Data under study section start
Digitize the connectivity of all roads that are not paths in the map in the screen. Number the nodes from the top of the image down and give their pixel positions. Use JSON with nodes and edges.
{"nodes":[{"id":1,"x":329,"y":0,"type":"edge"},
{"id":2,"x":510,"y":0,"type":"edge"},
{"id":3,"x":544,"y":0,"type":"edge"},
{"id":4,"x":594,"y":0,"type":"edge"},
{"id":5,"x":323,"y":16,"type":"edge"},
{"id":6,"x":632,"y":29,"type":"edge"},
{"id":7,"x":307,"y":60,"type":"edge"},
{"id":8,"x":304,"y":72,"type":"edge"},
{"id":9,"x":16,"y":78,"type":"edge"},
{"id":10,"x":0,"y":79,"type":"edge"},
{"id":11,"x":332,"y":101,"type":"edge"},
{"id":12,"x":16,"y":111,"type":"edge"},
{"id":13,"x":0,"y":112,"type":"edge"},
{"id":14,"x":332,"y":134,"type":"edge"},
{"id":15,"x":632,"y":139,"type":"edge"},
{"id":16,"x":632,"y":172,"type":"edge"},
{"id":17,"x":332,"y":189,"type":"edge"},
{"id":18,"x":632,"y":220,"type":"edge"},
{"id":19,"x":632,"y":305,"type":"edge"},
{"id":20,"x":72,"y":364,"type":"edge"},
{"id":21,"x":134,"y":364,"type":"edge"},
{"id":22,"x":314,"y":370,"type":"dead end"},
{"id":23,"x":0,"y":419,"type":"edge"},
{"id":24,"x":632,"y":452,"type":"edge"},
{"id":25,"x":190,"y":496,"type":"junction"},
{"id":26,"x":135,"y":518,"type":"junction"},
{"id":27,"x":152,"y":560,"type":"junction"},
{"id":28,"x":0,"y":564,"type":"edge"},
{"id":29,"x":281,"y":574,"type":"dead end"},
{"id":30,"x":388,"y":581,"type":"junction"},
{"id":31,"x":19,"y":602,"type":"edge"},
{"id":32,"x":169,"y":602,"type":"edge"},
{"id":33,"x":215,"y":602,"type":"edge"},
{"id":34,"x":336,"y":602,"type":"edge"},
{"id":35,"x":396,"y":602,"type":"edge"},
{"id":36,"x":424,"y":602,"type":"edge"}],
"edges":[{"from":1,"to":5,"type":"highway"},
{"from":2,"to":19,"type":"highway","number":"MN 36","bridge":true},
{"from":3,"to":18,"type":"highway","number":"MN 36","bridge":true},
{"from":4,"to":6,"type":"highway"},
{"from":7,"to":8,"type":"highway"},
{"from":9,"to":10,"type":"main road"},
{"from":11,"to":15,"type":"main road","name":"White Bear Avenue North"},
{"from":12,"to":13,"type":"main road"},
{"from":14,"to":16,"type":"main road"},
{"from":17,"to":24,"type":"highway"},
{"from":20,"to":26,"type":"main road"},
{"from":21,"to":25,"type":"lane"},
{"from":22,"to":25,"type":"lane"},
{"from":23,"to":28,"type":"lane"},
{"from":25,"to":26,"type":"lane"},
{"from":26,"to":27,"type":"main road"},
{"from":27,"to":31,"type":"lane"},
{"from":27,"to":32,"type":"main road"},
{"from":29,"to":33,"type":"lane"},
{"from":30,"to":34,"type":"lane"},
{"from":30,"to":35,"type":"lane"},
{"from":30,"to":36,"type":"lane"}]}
Data under study section end
Data under study section start
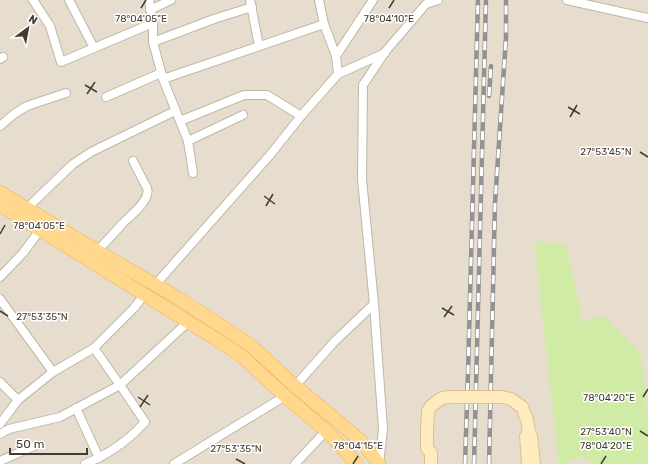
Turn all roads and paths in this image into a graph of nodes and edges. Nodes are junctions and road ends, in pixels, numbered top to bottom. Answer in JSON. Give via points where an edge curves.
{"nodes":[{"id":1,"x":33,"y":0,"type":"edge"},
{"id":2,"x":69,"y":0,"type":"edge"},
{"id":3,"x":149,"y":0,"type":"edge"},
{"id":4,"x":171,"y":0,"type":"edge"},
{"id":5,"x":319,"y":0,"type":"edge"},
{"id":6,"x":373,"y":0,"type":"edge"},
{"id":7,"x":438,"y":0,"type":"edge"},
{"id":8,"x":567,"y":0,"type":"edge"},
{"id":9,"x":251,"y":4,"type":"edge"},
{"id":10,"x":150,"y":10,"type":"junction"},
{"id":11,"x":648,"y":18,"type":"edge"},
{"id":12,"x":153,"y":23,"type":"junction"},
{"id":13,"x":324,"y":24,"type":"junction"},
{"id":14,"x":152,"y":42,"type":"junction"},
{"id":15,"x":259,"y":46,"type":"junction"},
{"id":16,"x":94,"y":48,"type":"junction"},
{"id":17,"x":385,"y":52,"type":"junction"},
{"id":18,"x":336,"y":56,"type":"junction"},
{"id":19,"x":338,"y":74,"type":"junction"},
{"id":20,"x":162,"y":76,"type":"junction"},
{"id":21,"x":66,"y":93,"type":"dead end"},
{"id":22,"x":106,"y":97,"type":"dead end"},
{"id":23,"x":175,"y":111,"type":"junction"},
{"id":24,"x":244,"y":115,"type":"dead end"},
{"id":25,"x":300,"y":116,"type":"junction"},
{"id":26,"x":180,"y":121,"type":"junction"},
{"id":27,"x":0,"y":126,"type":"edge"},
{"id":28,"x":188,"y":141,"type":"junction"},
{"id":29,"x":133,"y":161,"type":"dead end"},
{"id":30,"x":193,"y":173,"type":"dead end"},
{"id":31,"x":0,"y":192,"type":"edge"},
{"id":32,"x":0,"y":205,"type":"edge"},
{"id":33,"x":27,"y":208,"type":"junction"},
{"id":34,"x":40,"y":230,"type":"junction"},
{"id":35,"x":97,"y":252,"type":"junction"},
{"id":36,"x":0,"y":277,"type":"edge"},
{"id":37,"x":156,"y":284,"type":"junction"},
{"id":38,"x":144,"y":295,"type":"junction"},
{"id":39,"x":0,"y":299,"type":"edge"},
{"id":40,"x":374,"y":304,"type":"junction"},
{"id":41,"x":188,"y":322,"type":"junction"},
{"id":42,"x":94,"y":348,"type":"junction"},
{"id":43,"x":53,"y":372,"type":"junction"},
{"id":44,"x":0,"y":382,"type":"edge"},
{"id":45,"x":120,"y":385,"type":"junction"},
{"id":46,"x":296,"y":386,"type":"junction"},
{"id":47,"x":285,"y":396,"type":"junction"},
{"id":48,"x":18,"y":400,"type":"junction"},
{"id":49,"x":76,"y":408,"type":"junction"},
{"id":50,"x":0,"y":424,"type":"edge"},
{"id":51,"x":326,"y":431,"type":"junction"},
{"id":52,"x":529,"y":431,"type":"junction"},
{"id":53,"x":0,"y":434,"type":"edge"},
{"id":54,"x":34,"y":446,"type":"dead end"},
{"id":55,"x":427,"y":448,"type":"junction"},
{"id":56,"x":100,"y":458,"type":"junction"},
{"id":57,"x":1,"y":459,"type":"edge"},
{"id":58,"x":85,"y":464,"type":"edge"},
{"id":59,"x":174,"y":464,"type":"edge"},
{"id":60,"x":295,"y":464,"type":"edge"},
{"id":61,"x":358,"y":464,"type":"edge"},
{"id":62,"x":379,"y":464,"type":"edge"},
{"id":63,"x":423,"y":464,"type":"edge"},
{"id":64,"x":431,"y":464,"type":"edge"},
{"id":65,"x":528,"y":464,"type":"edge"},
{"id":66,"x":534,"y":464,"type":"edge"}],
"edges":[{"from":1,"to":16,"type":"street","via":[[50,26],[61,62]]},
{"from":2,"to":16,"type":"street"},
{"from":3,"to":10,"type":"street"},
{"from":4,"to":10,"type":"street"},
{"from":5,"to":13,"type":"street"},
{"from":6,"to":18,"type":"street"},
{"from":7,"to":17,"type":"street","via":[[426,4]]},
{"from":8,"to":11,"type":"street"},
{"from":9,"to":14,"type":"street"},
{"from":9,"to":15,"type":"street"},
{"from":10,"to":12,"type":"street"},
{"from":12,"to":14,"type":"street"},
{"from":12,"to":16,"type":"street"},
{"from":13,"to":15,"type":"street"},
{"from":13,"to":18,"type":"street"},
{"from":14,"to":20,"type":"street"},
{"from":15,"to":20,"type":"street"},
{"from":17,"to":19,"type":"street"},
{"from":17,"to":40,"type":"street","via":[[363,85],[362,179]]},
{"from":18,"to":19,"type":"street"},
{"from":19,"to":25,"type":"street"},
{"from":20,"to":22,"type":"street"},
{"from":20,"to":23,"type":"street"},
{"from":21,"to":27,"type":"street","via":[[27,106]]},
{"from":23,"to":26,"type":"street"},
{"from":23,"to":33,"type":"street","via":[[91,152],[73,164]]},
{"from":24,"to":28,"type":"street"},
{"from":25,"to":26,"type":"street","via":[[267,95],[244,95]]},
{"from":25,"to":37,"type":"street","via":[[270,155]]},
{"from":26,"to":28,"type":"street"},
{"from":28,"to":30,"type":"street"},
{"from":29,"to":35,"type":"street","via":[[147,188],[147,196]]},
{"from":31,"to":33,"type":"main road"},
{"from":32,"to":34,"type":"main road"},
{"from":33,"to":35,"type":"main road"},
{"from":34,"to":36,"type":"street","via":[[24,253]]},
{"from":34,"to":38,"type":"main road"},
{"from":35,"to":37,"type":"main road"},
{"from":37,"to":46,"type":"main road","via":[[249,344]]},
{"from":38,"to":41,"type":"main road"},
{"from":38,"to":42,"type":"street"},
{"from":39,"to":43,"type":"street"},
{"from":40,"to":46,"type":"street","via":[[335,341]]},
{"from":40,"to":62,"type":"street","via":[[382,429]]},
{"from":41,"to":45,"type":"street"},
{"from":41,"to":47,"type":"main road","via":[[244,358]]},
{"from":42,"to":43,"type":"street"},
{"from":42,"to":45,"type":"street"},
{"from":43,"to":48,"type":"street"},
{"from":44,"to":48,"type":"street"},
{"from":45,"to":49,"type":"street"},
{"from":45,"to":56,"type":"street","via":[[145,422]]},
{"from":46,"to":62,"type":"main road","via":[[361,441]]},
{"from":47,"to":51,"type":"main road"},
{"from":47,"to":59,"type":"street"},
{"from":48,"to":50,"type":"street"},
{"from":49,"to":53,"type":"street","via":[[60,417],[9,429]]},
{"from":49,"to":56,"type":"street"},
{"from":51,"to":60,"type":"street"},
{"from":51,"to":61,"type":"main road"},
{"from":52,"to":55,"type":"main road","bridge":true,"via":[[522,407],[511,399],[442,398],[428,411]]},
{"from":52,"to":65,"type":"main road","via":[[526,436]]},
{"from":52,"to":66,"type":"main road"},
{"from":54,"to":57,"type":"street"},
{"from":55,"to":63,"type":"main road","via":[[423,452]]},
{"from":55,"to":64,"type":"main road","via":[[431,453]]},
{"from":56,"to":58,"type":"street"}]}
Data under study section end
**What is needed:** In the entries above, find every line holding the word "highway" and copy it out.

**Exercise response:**
"edges":[{"from":1,"to":5,"type":"highway"},
{"from":2,"to":19,"type":"highway","number":"MN 36","bridge":true},
{"from":3,"to":18,"type":"highway","number":"MN 36","bridge":true},
{"from":4,"to":6,"type":"highway"},
{"from":7,"to":8,"type":"highway"},
{"from":17,"to":24,"type":"highway"},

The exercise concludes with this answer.